- EXERCISE DIRECTIONS -
Pick out the lines below with "graph" and list them.

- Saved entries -
*** Block opens ***

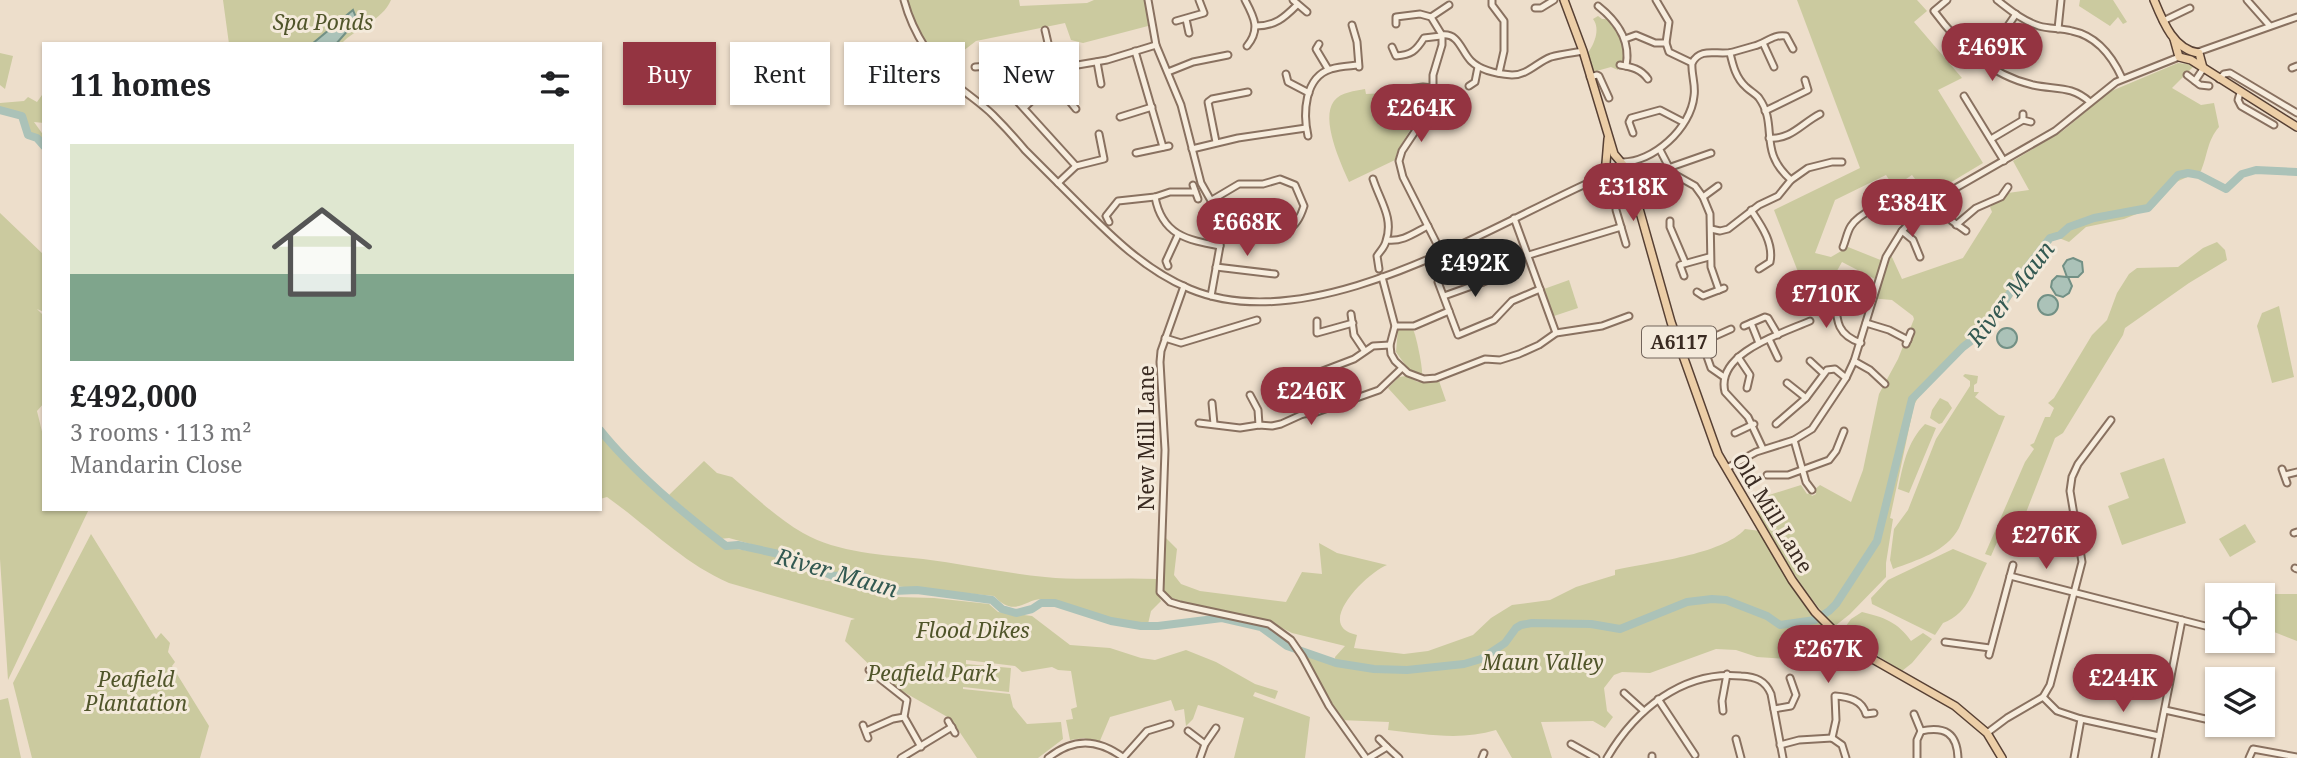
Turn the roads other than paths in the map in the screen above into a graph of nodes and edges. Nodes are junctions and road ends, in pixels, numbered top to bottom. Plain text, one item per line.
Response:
1 (904, 0) edge
2 (1149, 0) edge
3 (1199, 0) edge
4 (1245, 0) edge
5 (1492, 0) edge
6 (1554, 0) edge
7 (1564, 0) edge
8 (1657, 0) edge
9 (1947, 0) edge
10 (1997, 0) edge
11 (2061, 0) edge
12 (2154, 0) edge
13 (2247, 0) edge
14 (1295, 3) edge
15 (1449, 5) dead end
16 (1598, 6) dead end
17 (1535, 8) dead end
18 (2190, 8) dead end
19 (1307, 12) dead end
20 (2016, 14) junction
21 (1431, 17) junction
22 (2297, 17) edge
23 (1395, 18) dead end
24 (1186, 19) junction
25 (1176, 21) dead end
26 (2163, 22) junction
27 (1352, 25) dead end
28 (1256, 26) junction
29 (2270, 26) junction
30 (2058, 29) junction
31 (1045, 30) dead end
32 (1189, 33) dead end
33 (1441, 35) junction
34 (1625, 39) junction
35 (1048, 42) edge
36 (1666, 43) junction
37 (1763, 43) junction
38 (1156, 45) junction
39 (1247, 46) dead end
40 (1392, 47) dead end
41 (1315, 48) dead end
42 (1793, 49) dead end
43 (1135, 51) junction
44 (1583, 51) junction
45 (1730, 52) junction
46 (1228, 55) dead end
47 (2188, 55) junction
48 (1097, 62) junction
49 (1983, 62) junction
50 (1692, 63) junction
51 (1079, 65) edge
52 (1478, 67) junction
53 (1774, 67) dead end
54 (1328, 69) junction
55 (2203, 69) junction
56 (1168, 72) junction
57 (1499, 73) junction
58 (1286, 74) dead end
59 (2187, 75) dead end
60 (1590, 77) junction
61 (2122, 78) junction
62 (1648, 79) dead end
63 (2218, 79) junction
64 (1805, 80) dead end
65 (2195, 81) junction
66 (1475, 84) dead end
67 (1101, 85) dead end
68 (2208, 86) dead end
69 (1433, 88) junction
70 (1407, 89) dead end
71 (1248, 92) dead end
72 (1308, 93) junction
73 (2240, 93) junction
74 (1607, 95) dead end
75 (1967, 97) dead end
76 (2090, 102) junction
77 (1020, 105) edge
78 (1027, 105) edge
79 (1072, 105) edge
80 (1152, 107) junction
81 (1024, 108) junction
82 (1076, 109) dead end
83 (1765, 111) junction
84 (2297, 113) edge
85 (1818, 116) dead end
86 (1120, 117) dead end
87 (1683, 122) junction
88 (2031, 122) dead end
89 (2274, 125) dead end
90 (2297, 127) edge
91 (1306, 128) junction
92 (1633, 133) dead end
93 (1099, 134) dead end
94 (1608, 135) junction
95 (1308, 136) dead end
96 (1769, 138) junction
97 (1991, 139) junction
98 (1216, 142) junction
99 (1192, 149) junction
100 (1660, 150) junction
101 (1712, 152) dead end
102 (1136, 153) dead end
103 (1839, 160) dead end
104 (2004, 161) junction
105 (1620, 162) junction
106 (1633, 162) junction
107 (1076, 166) junction
108 (1605, 166) junction
109 (1626, 171) junction
110 (1670, 171) junction
111 (1373, 179) dead end
112 (1648, 180) dead end
113 (1791, 180) junction
114 (1612, 181) junction
115 (1058, 183) junction
116 (1588, 183) junction
117 (1193, 185) dead end
118 (1718, 186) dead end
119 (2004, 189) dead end
120 (1195, 192) junction
121 (1154, 197) junction
122 (1703, 197) junction
123 (1937, 197) junction
124 (1635, 198) junction
125 (1198, 199) dead end
126 (1212, 200) junction
127 (1616, 210) dead end
128 (1751, 210) junction
129 (1916, 214) junction
130 (1105, 218) dead end
131 (1514, 218) junction
132 (1670, 222) dead end
133 (1956, 225) junction
134 (1428, 226) junction
135 (1621, 228) junction
136 (1254, 229) dead end
137 (1711, 229) junction
138 (1902, 231) junction
139 (1966, 231) dead end
140 (1178, 235) junction
141 (1387, 240) junction
142 (1626, 244) dead end
143 (1846, 245) dead end
144 (1220, 246) junction
145 (1441, 252) junction
146 (1922, 253) dead end
147 (1528, 255) junction
148 (1709, 257) junction
149 (1685, 262) junction
150 (1164, 263) dead end
151 (1216, 267) junction
152 (1477, 267) dead end
153 (1379, 269) dead end
154 (1759, 269) dead end
155 (1275, 274) dead end
156 (1684, 276) dead end
157 (1382, 277) junction
158 (1497, 277) dead end
159 (1438, 282) dead end
160 (1483, 282) junction
161 (1184, 286) junction
162 (1540, 289) junction
163 (1837, 289) dead end
164 (1696, 292) dead end
165 (1211, 296) junction
166 (1444, 296) junction
167 (1449, 311) junction
168 (1615, 312) dead end
169 (1351, 314) dead end
170 (1629, 316) dead end
171 (1256, 320) dead end
172 (1618, 320) junction
173 (1317, 321) dead end
174 (1806, 321) dead end
175 (1353, 323) junction
176 (1866, 323) junction
177 (1395, 326) junction
178 (1230, 327) junction
179 (1731, 329) dead end
180 (1911, 332) dead end
181 (1556, 333) junction
182 (1234, 335) dead end
183 (1778, 335) junction
184 (1165, 338) junction
185 (1769, 339) junction
186 (1759, 343) junction
187 (1861, 343) junction
188 (1390, 345) junction
189 (1364, 350) junction
190 (1738, 357) junction
191 (1778, 358) dead end
192 (1810, 361) dead end
193 (1854, 361) junction
194 (1402, 368) junction
195 (1823, 373) junction
196 (1724, 377) junction
197 (1846, 378) junction
198 (1787, 383) dead end
199 (1885, 384) dead end
200 (1747, 388) dead end
201 (1249, 394) dead end
202 (1806, 398) junction
203 (1212, 403) dead end
204 (1303, 414) junction
205 (2111, 419) dead end
206 (1199, 423) dead end
207 (1214, 424) junction
208 (1754, 424) junction
209 (1776, 424) dead end
210 (1259, 425) junction
211 (1844, 431) dead end
212 (1735, 433) dead end
213 (1794, 440) junction
214 (1763, 449) junction
215 (1727, 468) junction
216 (1804, 469) junction
217 (2297, 472) edge
218 (1767, 475) dead end
219 (2287, 483) dead end
220 (1812, 490) dead end
221 (2013, 565) dead end
222 (2010, 576) junction
223 (2074, 593) junction
224 (2182, 620) junction
225 (2205, 626) edge
226 (1945, 642) dead end
227 (1990, 648) junction
228 (1989, 655) dead end
229 (869, 670) dead end
230 (1727, 674) junction
231 (877, 677) junction
232 (1790, 678) dead end
233 (871, 683) dead end
234 (1835, 686) dead end
235 (1624, 692) dead end
236 (1835, 696) junction
237 (2043, 697) junction
238 (1658, 699) junction
239 (1774, 709) junction
240 (2165, 710) junction
241 (1644, 711) junction
242 (1723, 711) dead end
243 (1874, 713) dead end
244 (1866, 714) junction
245 (904, 717) junction
246 (2081, 719) junction
247 (2205, 719) edge
248 (1907, 722) dead end
249 (1867, 723) dead end
250 (1170, 724) dead end
251 (952, 727) dead end
252 (1216, 728) dead end
253 (866, 731) dead end
254 (1188, 731) dead end
255 (1921, 731) junction
256 (1987, 733) junction
257 (2159, 736) junction
258 (1832, 738) junction
259 (1736, 739) dead end
260 (1379, 740) dead end
261 (1205, 744) junction
262 (1571, 744) dead end
263 (1780, 745) junction
264 (921, 747) junction
265 (1387, 747) junction
266 (1695, 755) dead end
267 (904, 757) edge
268 (1051, 757) edge
269 (2289, 757) edge
270 (2297, 757) edge
271 (1124, 758) edge
272 (1200, 758) edge
273 (1367, 758) edge
274 (1399, 758) edge
275 (1596, 758) edge
276 (1607, 758) edge
277 (1741, 758) edge
278 (1783, 758) edge
279 (1846, 758) edge
280 (1917, 758) edge
281 (1958, 758) edge
282 (2002, 758) edge
283 (2074, 758) edge
284 (2155, 758) edge
285 (2249, 758) edge

1 - 115 street
2 - 38 street
3 - 24 street
4 - 28 street
5 - 57 street
6 - 17 street
7 - 44 main road, Old Mill Lane / A6117
8 - 36 street
9 - 49 street
10 - 20 street
11 - 30 street
12 - 26 main road
13 - 29 street
14 - 19 street
14 - 28 street
15 - 21 street
16 - 34 street
18 - 26 street
20 - 30 street
20 - 49 street
21 - 23 street
21 - 33 street
22 - 29 street
24 - 25 street
24 - 32 street
26 - 47 main road
27 - 54 street
28 - 39 street
29 - 47 street
30 - 61 street
31 - 35 street
33 - 40 street
33 - 52 street
33 - 69 street
34 - 36 street
34 - 62 street
36 - 50 street
37 - 42 street
37 - 45 street
37 - 53 street
38 - 43 street
38 - 56 street
41 - 54 street
43 - 48 street
43 - 80 street
44 - 57 street
44 - 60 main road, Old Mill Lane / A6117
45 - 50 street
45 - 83 street
46 - 56 street
47 - 55 main road
47 - 61 street
48 - 51 street
48 - 67 street
49 - 76 street
50 - 87 street
52 - 57 street
52 - 66 street
54 - 72 street
55 - 63 main road
55 - 65 street
56 - 99 street
58 - 72 street
59 - 65 street
60 - 74 street
60 - 94 main road, Old Mill Lane / A6117
61 - 76 street
63 - 73 main road
63 - 84 street
64 - 83 street
65 - 68 street
69 - 70 street
69 - 134 street
71 - 98 street
72 - 91 street
73 - 89 street
73 - 90 main road
75 - 97 street
76 - 104 street
77 - 81 street
78 - 81 street
79 - 82 street
80 - 86 street
80 - 102 street
81 - 107 street
83 - 96 street
85 - 96 street
87 - 92 street
87 - 100 street
88 - 97 street
91 - 95 street
91 - 98 street
93 - 107 street
94 - 105 main road, Old Mill Lane / A6117
94 - 108 main road, Old Mill Lane / A6117
96 - 113 street
97 - 104 street
98 - 99 street
99 - 126 street
100 - 106 street
100 - 110 street
101 - 110 street
103 - 113 street
104 - 123 street
105 - 106 street
105 - 108 main road
105 - 109 main road, Old Mill Lane / A6117
106 - 109 street
107 - 115 street
108 - 114 main road
108 - 116 street
109 - 114 main road
109 - 124 main road, Old Mill Lane / A6117
110 - 112 street
110 - 122 street
111 - 141 street
113 - 128 street
114 - 116 street
114 - 124 main road
115 - 161 street
116 - 131 street
117 - 120 street
118 - 122 street
119 - 133 street
120 - 121 street
120 - 125 street
121 - 130 street
121 - 140 street
122 - 137 street
123 - 129 street
123 - 133 street
124 - 215 main road, Old Mill Lane / A6117
126 - 136 street
126 - 144 street
127 - 135 street
128 - 137 street
128 - 154 street
129 - 138 street
129 - 143 street
131 - 145 street
131 - 147 street
132 - 149 street
133 - 139 street
134 - 141 street
134 - 145 street
135 - 142 street
135 - 147 street
137 - 148 street
138 - 146 street
138 - 176 street
140 - 144 street
140 - 150 street
141 - 153 street
144 - 151 street
145 - 157 street
147 - 162 street
148 - 149 street
148 - 164 street
149 - 156 street
151 - 155 street
151 - 165 street
152 - 160 street
157 - 165 street
157 - 177 street
158 - 160 street
159 - 166 street
160 - 166 street
161 - 165 street
161 - 184 street, New Mill Lane
162 - 167 street
162 - 181 street
163 - 187 street
166 - 167 street
167 - 177 street
168 - 172 street
169 - 175 street
170 - 172 street
171 - 178 street
172 - 181 street
173 - 175 street
174 - 183 street
175 - 189 street
176 - 180 street
176 - 187 street
177 - 188 street
178 - 182 street
178 - 184 street
179 - 196 street
181 - 194 street
183 - 185 street
183 - 186 street
184 - 273 street, New Mill Lane
185 - 186 street
185 - 191 street
186 - 190 street
187 - 193 street
188 - 189 street
188 - 194 street
189 - 204 street
190 - 196 street
190 - 200 street
192 - 195 street
193 - 197 street
193 - 199 street
194 - 204 street
195 - 197 street
195 - 202 street
196 - 208 street
197 - 213 street
198 - 202 street
201 - 210 street
202 - 209 street
203 - 207 street
204 - 210 street
205 - 223 street
206 - 207 street
207 - 210 street
208 - 212 street
208 - 214 street
211 - 216 street
213 - 214 street
213 - 216 street
214 - 215 street
215 - 256 main road, Old Mill Lane / A6117
216 - 218 street
216 - 220 street
217 - 219 street
221 - 222 street
222 - 223 street
222 - 227 street
223 - 224 street
223 - 237 street
224 - 225 street
224 - 240 street
226 - 227 street
227 - 228 street
229 - 231 street
230 - 238 street
230 - 239 street
230 - 242 street
231 - 233 street
231 - 245 street
232 - 239 street
234 - 236 street
235 - 241 street
236 - 244 street
236 - 258 street
237 - 246 street
237 - 256 street
238 - 241 street
238 - 266 street
239 - 263 street
240 - 247 street
240 - 257 street
241 - 276 street
243 - 244 street
244 - 249 street
245 - 253 street
245 - 264 street
246 - 257 street
246 - 283 street
248 - 255 street
250 - 271 street
251 - 264 street
252 - 261 street
254 - 261 street
255 - 280 street
255 - 281 street
256 - 282 main road, Old Mill Lane / A6117
257 - 284 street
258 - 263 street
258 - 279 street
259 - 277 street
260 - 265 street
261 - 272 street
262 - 275 street
263 - 278 street
264 - 267 street
265 - 273 street
265 - 274 street
268 - 271 street
269 - 270 street
269 - 285 street

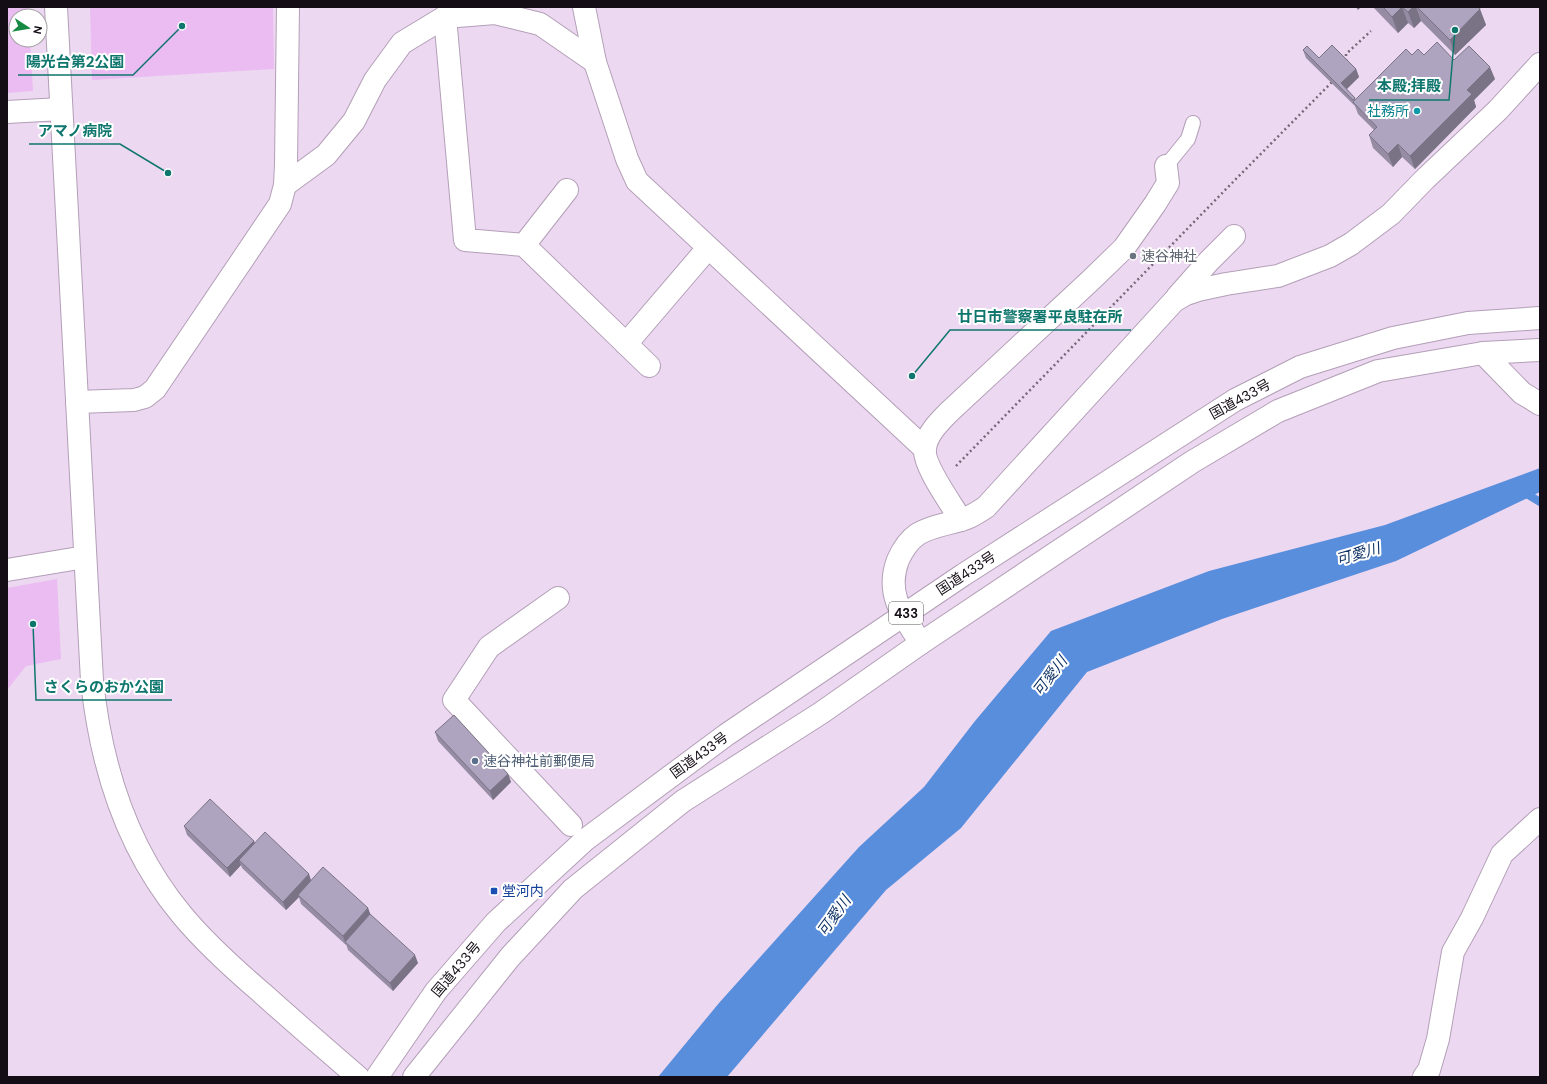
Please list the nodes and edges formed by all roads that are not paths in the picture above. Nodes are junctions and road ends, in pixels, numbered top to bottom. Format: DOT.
graph roads {
  1 [pos="56,7"];
  2 [pos="288,7"];
  3 [pos="584,7"];
  4 [pos="445,17"];
  5 [pos="595,62"];
  6 [pos="1540,64"];
  7 [pos="61,109"];
  8 [pos="7,112"];
  9 [pos="1193,123"];
  10 [pos="1166,166"];
  11 [pos="285,185"];
  12 [pos="567,190"];
  13 [pos="1234,236"];
  14 [pos="524,245"];
  15 [pos="708,248"];
  16 [pos="1175,299"];
  17 [pos="1540,318"];
  18 [pos="626,344"];
  19 [pos="1540,350"];
  20 [pos="1483,353"];
  21 [pos="649,366"];
  22 [pos="77,402"];
  23 [pos="1540,404"];
  24 [pos="925,449"];
  25 [pos="961,520"];
  26 [pos="86,556"];
  27 [pos="7,570"];
  28 [pos="558,598"];
  29 [pos="902,616"];
  30 [pos="921,643"];
  31 [pos="1540,819"];
  32 [pos="571,825"];
  33 [pos="382,1068"];
  34 [pos="352,1071"];
  35 [pos="414,1077"];
  36 [pos="1424,1077"];
  1 -- 7 [label="main road"];
  2 -- 11 [label="main road"];
  3 -- 5 [label="main road"];
  4 -- 5 [label="main road"];
  4 -- 11 [label="main road"];
  4 -- 14 [label="main road"];
  5 -- 15 [label="main road"];
  6 -- 16 [label="main road"];
  7 -- 8 [label="main road"];
  7 -- 22 [label="main road"];
  9 -- 10 [label="lane"];
  10 -- 24 [label="main road"];
  11 -- 22 [label="main road"];
  12 -- 14 [label="main road"];
  13 -- 16 [label="main road"];
  14 -- 18 [label="main road"];
  15 -- 18 [label="main road"];
  15 -- 24 [label="main road"];
  16 -- 25 [label="main road"];
  17 -- 29 [label="main road, 国道433号 / 433"];
  18 -- 21 [label="main road"];
  19 -- 20 [label="main road, 国道433号 / 433"];
  20 -- 23 [label="main road"];
  20 -- 30 [label="main road, 国道433号 / 433"];
  22 -- 26 [label="main road"];
  24 -- 25 [label="main road"];
  25 -- 29 [label="main road"];
  26 -- 27 [label="main road"];
  26 -- 34 [label="main road"];
  28 -- 32 [label="main road"];
  29 -- 30 [label="main road"];
  29 -- 33 [label="main road, 国道433号 / 433"];
  30 -- 35 [label="main road, 国道433号 / 433"];
  31 -- 36 [label="main road"];
  33 -- 34 [label="main road"];
}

*** Block closes ***

- RESPONSE BELOW -
Turn the roads other than paths in the map in the screen above into a graph of nodes and edges. Nodes are junctions and road ends, in pixels, numbered top to bottom. Plain text, one item per line.
graph roads {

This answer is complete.